Could you return all of the entries below exactly, minus the pictures?
*** Opening Material shown ***
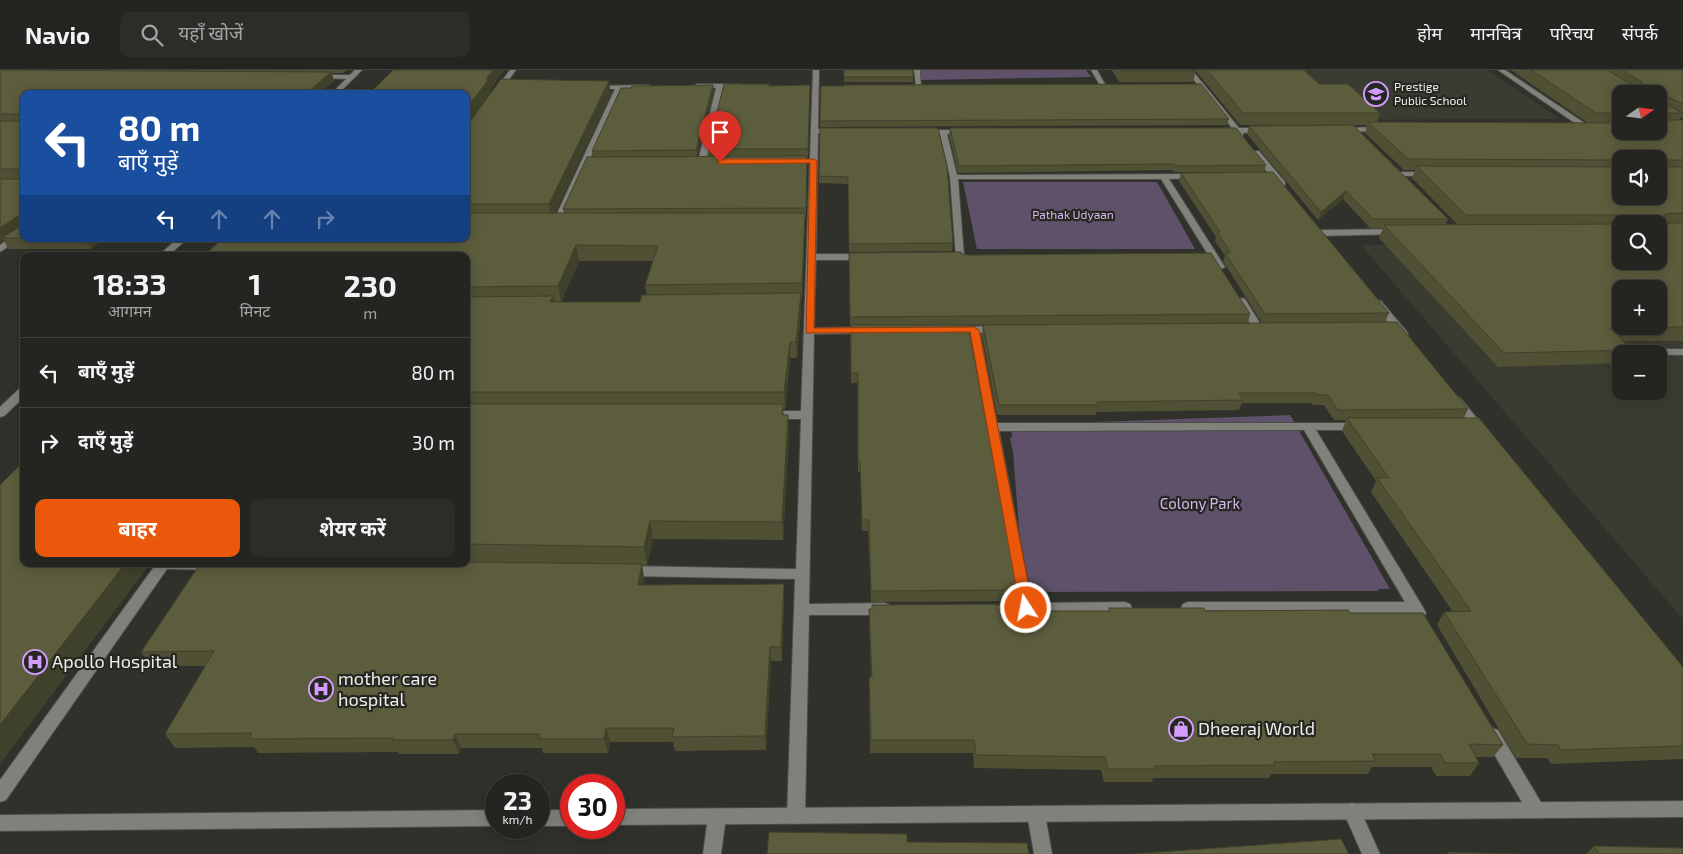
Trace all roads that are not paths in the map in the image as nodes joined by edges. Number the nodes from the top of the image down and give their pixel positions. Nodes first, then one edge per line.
1 (359, 70) edge
2 (513, 70) edge
3 (816, 70) edge
4 (917, 70) edge
5 (1094, 70) edge
6 (1188, 70) edge
7 (1501, 70) edge
8 (313, 77) edge
9 (352, 77) junction
10 (656, 86) edge
11 (693, 86) edge
12 (720, 86) junction
13 (749, 86) edge
14 (910, 86) edge
15 (919, 86) junction
16 (929, 86) edge
17 (1094, 86) edge
18 (1103, 86) junction
19 (1113, 86) edge
20 (501, 87) junction
21 (511, 87) edge
22 (590, 87) edge
23 (619, 87) junction
24 (338, 90) edge
25 (491, 101) edge
26 (1568, 128) edge
27 (1393, 129) edge
28 (1238, 130) junction
29 (1276, 130) edge
30 (1334, 130) edge
31 (815, 131) junction
32 (1208, 131) edge
33 (844, 132) edge
34 (914, 132) edge
35 (943, 132) junction
36 (973, 132) edge
37 (584, 162) junction
38 (594, 162) edge
39 (692, 162) edge
40 (702, 162) junction
41 (711, 162) edge
42 (1394, 168) edge
43 (1439, 174) edge
44 (1163, 176) junction
45 (1209, 176) edge
46 (954, 177) junction
47 (1286, 190) edge
48 (546, 224) edge
49 (1408, 232) edge
50 (20, 235) edge
51 (179, 242) edge
52 (1333, 248) edge
53 (0, 249) edge
54 (167, 252) edge
55 (959, 256) edge
56 (811, 257) junction
57 (880, 257) edge
58 (1227, 278) edge
59 (1368, 291) edge
60 (1237, 295) edge
61 (1258, 328) edge
62 (1013, 329) edge
63 (809, 330) junction
64 (877, 330) edge
65 (945, 330) edge
66 (974, 330) junction
67 (1409, 342) edge
68 (1667, 352) edge
69 (1683, 352) edge
70 (1446, 388) edge
71 (20, 394) edge
72 (0, 413) edge
73 (758, 415) edge
74 (807, 415) junction
75 (1457, 425) edge
76 (1477, 425) junction
77 (1308, 426) junction
78 (1377, 426) edge
79 (992, 427) junction
80 (1489, 441) edge
81 (161, 567) edge
82 (612, 571) edge
83 (802, 574) junction
84 (1415, 607) junction
85 (1026, 608) junction
86 (1136, 608) edge
87 (1176, 608) edge
88 (899, 609) edge
89 (987, 609) edge
90 (801, 610) junction
91 (1425, 624) edge
92 (1486, 726) edge
93 (0, 794) edge
94 (1536, 810) junction
95 (1352, 811) junction
96 (1681, 812) edge
97 (1036, 814) junction
98 (717, 816) junction
99 (796, 816) junction
100 (625, 817) edge
101 (485, 818) edge
102 (0, 823) edge
103 (712, 854) edge
104 (1043, 854) edge
105 (1371, 854) edge

1 - 9 street
2 - 20 street
3 - 31 street
4 - 15 street
5 - 18 street
6 - 28 street
7 - 26 street
8 - 9 street
9 - 24 street
10 - 23 street
11 - 12 street
12 - 13 street
12 - 40 street
14 - 15 street
15 - 16 street
17 - 18 street
18 - 19 street
20 - 21 street
20 - 25 street
22 - 23 street
23 - 37 street
27 - 30 street
28 - 29 street
28 - 32 street
28 - 47 street
31 - 33 street
31 - 56 street
34 - 35 street
35 - 36 street
35 - 46 street
37 - 38 street
37 - 48 street
39 - 40 street
40 - 41 street
42 - 43 street
44 - 45 street
44 - 46 street
44 - 58 street
46 - 55 street
49 - 52 street
50 - 53 street
51 - 54 street
56 - 57 street
56 - 63 street
59 - 67 street
60 - 61 street
62 - 66 street
63 - 64 street
63 - 74 street
65 - 66 street
66 - 79 street
68 - 69 street
70 - 76 street
71 - 72 street
73 - 74 street
74 - 83 street
75 - 76 street
76 - 80 street
77 - 78 street
77 - 79 street
77 - 84 street
79 - 85 street
81 - 93 street
82 - 83 street
83 - 90 street
84 - 87 street
84 - 91 street
85 - 86 street
85 - 89 street
88 - 90 street
90 - 99 street
92 - 94 street
94 - 95 street
94 - 96 street
95 - 97 street
95 - 105 street
97 - 99 street
97 - 104 street
98 - 99 street
98 - 100 street
98 - 103 street
101 - 102 street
*** Closing Material shown ***
Answer to this problem:
Trace all roads that are not paths in the map in the image as nodes joined by edges. Number the nodes from the top of the image down and give their pixel positions. Nodes first, then one edge per line.
1 (359, 70) edge
2 (513, 70) edge
3 (816, 70) edge
4 (917, 70) edge
5 (1094, 70) edge
6 (1188, 70) edge
7 (1501, 70) edge
8 (313, 77) edge
9 (352, 77) junction
10 (656, 86) edge
11 (693, 86) edge
12 (720, 86) junction
13 (749, 86) edge
14 (910, 86) edge
15 (919, 86) junction
16 (929, 86) edge
17 (1094, 86) edge
18 (1103, 86) junction
19 (1113, 86) edge
20 (501, 87) junction
21 (511, 87) edge
22 (590, 87) edge
23 (619, 87) junction
24 (338, 90) edge
25 (491, 101) edge
26 (1568, 128) edge
27 (1393, 129) edge
28 (1238, 130) junction
29 (1276, 130) edge
30 (1334, 130) edge
31 (815, 131) junction
32 (1208, 131) edge
33 (844, 132) edge
34 (914, 132) edge
35 (943, 132) junction
36 (973, 132) edge
37 (584, 162) junction
38 (594, 162) edge
39 (692, 162) edge
40 (702, 162) junction
41 (711, 162) edge
42 (1394, 168) edge
43 (1439, 174) edge
44 (1163, 176) junction
45 (1209, 176) edge
46 (954, 177) junction
47 (1286, 190) edge
48 (546, 224) edge
49 (1408, 232) edge
50 (20, 235) edge
51 (179, 242) edge
52 (1333, 248) edge
53 (0, 249) edge
54 (167, 252) edge
55 (959, 256) edge
56 (811, 257) junction
57 (880, 257) edge
58 (1227, 278) edge
59 (1368, 291) edge
60 (1237, 295) edge
61 (1258, 328) edge
62 (1013, 329) edge
63 (809, 330) junction
64 (877, 330) edge
65 (945, 330) edge
66 (974, 330) junction
67 (1409, 342) edge
68 (1667, 352) edge
69 (1683, 352) edge
70 (1446, 388) edge
71 (20, 394) edge
72 (0, 413) edge
73 (758, 415) edge
74 (807, 415) junction
75 (1457, 425) edge
76 (1477, 425) junction
77 (1308, 426) junction
78 (1377, 426) edge
79 (992, 427) junction
80 (1489, 441) edge
81 (161, 567) edge
82 (612, 571) edge
83 (802, 574) junction
84 (1415, 607) junction
85 (1026, 608) junction
86 (1136, 608) edge
87 (1176, 608) edge
88 (899, 609) edge
89 (987, 609) edge
90 (801, 610) junction
91 (1425, 624) edge
92 (1486, 726) edge
93 (0, 794) edge
94 (1536, 810) junction
95 (1352, 811) junction
96 (1681, 812) edge
97 (1036, 814) junction
98 (717, 816) junction
99 (796, 816) junction
100 (625, 817) edge
101 (485, 818) edge
102 (0, 823) edge
103 (712, 854) edge
104 (1043, 854) edge
105 (1371, 854) edge

1 - 9 street
2 - 20 street
3 - 31 street
4 - 15 street
5 - 18 street
6 - 28 street
7 - 26 street
8 - 9 street
9 - 24 street
10 - 23 street
11 - 12 street
12 - 13 street
12 - 40 street
14 - 15 street
15 - 16 street
17 - 18 street
18 - 19 street
20 - 21 street
20 - 25 street
22 - 23 street
23 - 37 street
27 - 30 street
28 - 29 street
28 - 32 street
28 - 47 street
31 - 33 street
31 - 56 street
34 - 35 street
35 - 36 street
35 - 46 street
37 - 38 street
37 - 48 street
39 - 40 street
40 - 41 street
42 - 43 street
44 - 45 street
44 - 46 street
44 - 58 street
46 - 55 street
49 - 52 street
50 - 53 street
51 - 54 street
56 - 57 street
56 - 63 street
59 - 67 street
60 - 61 street
62 - 66 street
63 - 64 street
63 - 74 street
65 - 66 street
66 - 79 street
68 - 69 street
70 - 76 street
71 - 72 street
73 - 74 street
74 - 83 street
75 - 76 street
76 - 80 street
77 - 78 street
77 - 79 street
77 - 84 street
79 - 85 street
81 - 93 street
82 - 83 street
83 - 90 street
84 - 87 street
84 - 91 street
85 - 86 street
85 - 89 street
88 - 90 street
90 - 99 street
92 - 94 street
94 - 95 street
94 - 96 street
95 - 97 street
95 - 105 street
97 - 99 street
97 - 104 street
98 - 99 street
98 - 100 street
98 - 103 street
101 - 102 street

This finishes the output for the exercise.